Patients were categorized based on their definitive treatment: gr

Patients were categorized based on their definitive treatment: group I, limb salvage; group II, early amputation (< 12 weeks postinjury); group III, late amputation (> 12 weeks postinjury). Injury, treatment, and complication data were extracted from medical records and compared across groups.

Results: We identified 213 consecutive fractures, including 166 (77.9%) treated definitively with limb salvage, 36 (16.9%) with early amputation, and 11 (5.2%) with late amputation. There KPT-330 Transmembrane Transporters inhibitor was no difference in fracture severity among the three groups.

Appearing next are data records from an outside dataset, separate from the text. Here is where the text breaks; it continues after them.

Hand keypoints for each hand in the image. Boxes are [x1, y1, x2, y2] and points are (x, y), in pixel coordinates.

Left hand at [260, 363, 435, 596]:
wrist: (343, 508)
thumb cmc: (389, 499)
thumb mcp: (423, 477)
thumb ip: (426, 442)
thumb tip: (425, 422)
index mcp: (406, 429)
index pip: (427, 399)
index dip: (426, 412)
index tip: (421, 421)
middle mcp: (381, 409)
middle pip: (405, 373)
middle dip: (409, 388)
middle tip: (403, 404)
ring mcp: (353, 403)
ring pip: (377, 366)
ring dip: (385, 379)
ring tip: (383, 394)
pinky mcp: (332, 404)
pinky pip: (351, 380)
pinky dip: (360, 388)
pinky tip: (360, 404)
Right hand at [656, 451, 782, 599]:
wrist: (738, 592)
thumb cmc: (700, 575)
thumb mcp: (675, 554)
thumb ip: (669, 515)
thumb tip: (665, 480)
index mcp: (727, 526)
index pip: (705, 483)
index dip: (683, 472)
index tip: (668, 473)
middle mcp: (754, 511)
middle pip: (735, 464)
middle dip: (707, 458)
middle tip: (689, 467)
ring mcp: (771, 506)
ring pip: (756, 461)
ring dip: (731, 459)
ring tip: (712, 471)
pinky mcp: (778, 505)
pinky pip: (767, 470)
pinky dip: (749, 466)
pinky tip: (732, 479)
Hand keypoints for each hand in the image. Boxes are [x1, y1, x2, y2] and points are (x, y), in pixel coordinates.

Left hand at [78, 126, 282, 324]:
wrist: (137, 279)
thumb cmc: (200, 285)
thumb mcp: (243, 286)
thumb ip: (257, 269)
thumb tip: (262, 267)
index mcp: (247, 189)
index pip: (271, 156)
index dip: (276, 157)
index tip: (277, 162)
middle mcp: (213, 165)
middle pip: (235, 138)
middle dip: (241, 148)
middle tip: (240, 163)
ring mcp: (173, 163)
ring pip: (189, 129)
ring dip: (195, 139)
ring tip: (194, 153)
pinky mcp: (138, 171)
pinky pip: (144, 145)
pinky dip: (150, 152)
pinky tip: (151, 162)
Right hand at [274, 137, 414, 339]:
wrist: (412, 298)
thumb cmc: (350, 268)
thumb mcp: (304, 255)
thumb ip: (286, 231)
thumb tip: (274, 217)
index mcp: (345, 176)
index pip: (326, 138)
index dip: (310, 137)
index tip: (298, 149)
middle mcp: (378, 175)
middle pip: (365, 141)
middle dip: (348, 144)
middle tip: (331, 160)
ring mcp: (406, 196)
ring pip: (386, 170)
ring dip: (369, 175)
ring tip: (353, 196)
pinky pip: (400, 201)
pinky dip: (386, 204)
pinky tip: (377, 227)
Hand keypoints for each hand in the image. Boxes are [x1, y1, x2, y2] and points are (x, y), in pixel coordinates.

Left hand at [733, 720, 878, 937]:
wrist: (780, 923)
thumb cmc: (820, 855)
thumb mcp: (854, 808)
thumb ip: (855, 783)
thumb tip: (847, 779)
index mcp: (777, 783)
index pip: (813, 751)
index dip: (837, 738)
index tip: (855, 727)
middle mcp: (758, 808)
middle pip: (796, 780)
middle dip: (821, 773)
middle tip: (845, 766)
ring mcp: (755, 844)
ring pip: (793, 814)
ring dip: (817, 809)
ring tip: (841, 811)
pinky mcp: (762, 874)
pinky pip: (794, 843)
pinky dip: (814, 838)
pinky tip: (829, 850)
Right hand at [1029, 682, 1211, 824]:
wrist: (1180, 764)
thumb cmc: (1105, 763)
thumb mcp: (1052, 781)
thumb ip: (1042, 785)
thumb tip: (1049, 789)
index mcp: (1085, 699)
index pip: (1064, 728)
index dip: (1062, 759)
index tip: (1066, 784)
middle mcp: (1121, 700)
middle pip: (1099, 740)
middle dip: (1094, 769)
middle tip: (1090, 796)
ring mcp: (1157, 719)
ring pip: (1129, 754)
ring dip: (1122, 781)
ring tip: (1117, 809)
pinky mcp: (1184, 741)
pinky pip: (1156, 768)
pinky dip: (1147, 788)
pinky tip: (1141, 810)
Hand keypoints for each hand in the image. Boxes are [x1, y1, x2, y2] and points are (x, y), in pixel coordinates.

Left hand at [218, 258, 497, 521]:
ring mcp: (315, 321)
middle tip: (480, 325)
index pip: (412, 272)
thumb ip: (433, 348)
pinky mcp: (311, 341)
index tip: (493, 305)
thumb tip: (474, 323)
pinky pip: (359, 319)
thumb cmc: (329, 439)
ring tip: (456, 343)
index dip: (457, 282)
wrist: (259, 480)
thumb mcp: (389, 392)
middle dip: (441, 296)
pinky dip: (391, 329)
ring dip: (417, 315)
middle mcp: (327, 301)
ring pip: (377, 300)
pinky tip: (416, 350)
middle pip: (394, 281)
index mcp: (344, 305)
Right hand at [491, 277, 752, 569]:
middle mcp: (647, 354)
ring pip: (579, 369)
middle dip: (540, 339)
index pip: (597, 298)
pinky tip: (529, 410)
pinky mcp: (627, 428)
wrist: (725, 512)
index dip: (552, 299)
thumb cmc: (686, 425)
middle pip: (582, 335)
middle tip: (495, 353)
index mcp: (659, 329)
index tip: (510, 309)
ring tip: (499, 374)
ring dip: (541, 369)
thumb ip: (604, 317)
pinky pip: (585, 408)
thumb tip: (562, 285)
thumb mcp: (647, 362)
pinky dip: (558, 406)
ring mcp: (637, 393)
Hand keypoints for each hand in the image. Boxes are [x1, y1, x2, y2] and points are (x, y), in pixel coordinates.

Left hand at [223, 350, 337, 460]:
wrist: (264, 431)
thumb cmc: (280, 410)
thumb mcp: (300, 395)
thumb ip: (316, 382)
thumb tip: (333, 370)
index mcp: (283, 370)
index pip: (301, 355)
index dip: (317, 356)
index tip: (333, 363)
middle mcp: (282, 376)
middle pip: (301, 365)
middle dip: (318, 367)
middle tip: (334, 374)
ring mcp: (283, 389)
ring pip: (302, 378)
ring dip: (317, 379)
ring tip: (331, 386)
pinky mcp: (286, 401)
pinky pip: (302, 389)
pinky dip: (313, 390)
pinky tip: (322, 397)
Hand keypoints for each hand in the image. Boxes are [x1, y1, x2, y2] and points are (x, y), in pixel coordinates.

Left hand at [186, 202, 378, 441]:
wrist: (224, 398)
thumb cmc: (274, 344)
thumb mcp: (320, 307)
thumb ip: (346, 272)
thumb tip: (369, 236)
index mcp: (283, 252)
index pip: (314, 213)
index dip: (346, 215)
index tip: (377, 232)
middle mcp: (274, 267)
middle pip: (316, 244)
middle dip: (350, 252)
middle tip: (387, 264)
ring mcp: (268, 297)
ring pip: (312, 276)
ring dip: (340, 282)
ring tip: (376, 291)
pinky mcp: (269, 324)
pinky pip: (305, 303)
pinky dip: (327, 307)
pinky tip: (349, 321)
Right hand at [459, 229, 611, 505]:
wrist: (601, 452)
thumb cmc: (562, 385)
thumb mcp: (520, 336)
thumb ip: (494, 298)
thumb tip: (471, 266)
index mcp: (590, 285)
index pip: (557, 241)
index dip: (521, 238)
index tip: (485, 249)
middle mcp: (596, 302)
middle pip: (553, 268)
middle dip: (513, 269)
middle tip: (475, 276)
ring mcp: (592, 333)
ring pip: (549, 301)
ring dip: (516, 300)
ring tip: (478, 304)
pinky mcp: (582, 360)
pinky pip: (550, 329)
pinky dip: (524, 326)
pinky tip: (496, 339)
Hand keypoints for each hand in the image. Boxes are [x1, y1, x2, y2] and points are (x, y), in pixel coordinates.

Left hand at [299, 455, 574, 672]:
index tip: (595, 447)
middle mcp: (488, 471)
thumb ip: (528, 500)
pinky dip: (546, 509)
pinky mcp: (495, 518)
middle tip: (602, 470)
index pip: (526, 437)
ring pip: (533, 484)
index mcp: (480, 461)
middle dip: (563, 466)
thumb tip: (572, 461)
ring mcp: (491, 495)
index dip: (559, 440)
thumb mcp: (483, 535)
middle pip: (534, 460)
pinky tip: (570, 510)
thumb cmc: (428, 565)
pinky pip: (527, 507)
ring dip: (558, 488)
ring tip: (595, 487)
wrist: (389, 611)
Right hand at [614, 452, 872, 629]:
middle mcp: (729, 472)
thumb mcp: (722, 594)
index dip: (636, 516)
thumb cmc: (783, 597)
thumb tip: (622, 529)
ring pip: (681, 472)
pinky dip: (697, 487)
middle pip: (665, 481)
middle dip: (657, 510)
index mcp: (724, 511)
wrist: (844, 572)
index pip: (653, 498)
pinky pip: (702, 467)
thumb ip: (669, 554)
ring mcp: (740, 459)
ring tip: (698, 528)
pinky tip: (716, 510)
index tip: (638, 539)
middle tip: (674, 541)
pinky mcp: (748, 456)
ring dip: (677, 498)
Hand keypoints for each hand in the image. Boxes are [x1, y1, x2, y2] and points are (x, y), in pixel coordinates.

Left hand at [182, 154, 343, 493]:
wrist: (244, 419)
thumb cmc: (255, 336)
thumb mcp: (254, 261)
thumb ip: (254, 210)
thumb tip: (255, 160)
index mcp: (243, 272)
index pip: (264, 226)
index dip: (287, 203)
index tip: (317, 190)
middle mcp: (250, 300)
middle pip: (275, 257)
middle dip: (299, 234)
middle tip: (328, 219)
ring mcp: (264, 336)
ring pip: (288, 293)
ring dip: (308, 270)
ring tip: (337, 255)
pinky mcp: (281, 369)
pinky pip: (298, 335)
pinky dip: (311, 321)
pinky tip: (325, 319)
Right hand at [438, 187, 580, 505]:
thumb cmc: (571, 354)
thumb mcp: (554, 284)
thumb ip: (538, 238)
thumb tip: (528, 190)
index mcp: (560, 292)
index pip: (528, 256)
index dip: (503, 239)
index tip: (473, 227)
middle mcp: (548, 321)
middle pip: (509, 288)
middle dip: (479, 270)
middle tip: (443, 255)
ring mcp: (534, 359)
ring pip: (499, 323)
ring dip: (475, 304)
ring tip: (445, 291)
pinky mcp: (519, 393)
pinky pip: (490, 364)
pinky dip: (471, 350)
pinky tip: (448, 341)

Before amputation, group III was more likely to use autograft

and bone morphogenic protein (27.3%), compared with group I (4.8%) and group II (0%), and was more likely to undergo rotational flap coverage (45.5%), compared with group II (0%). Group III patients had the highest average number of revision surgeries and rate BMS202 inhibitor of deep soft tissue infection and were more likely to have osteomyelitis (54.5%) before amputation compared with group I (13.9%) and group II (16.7%).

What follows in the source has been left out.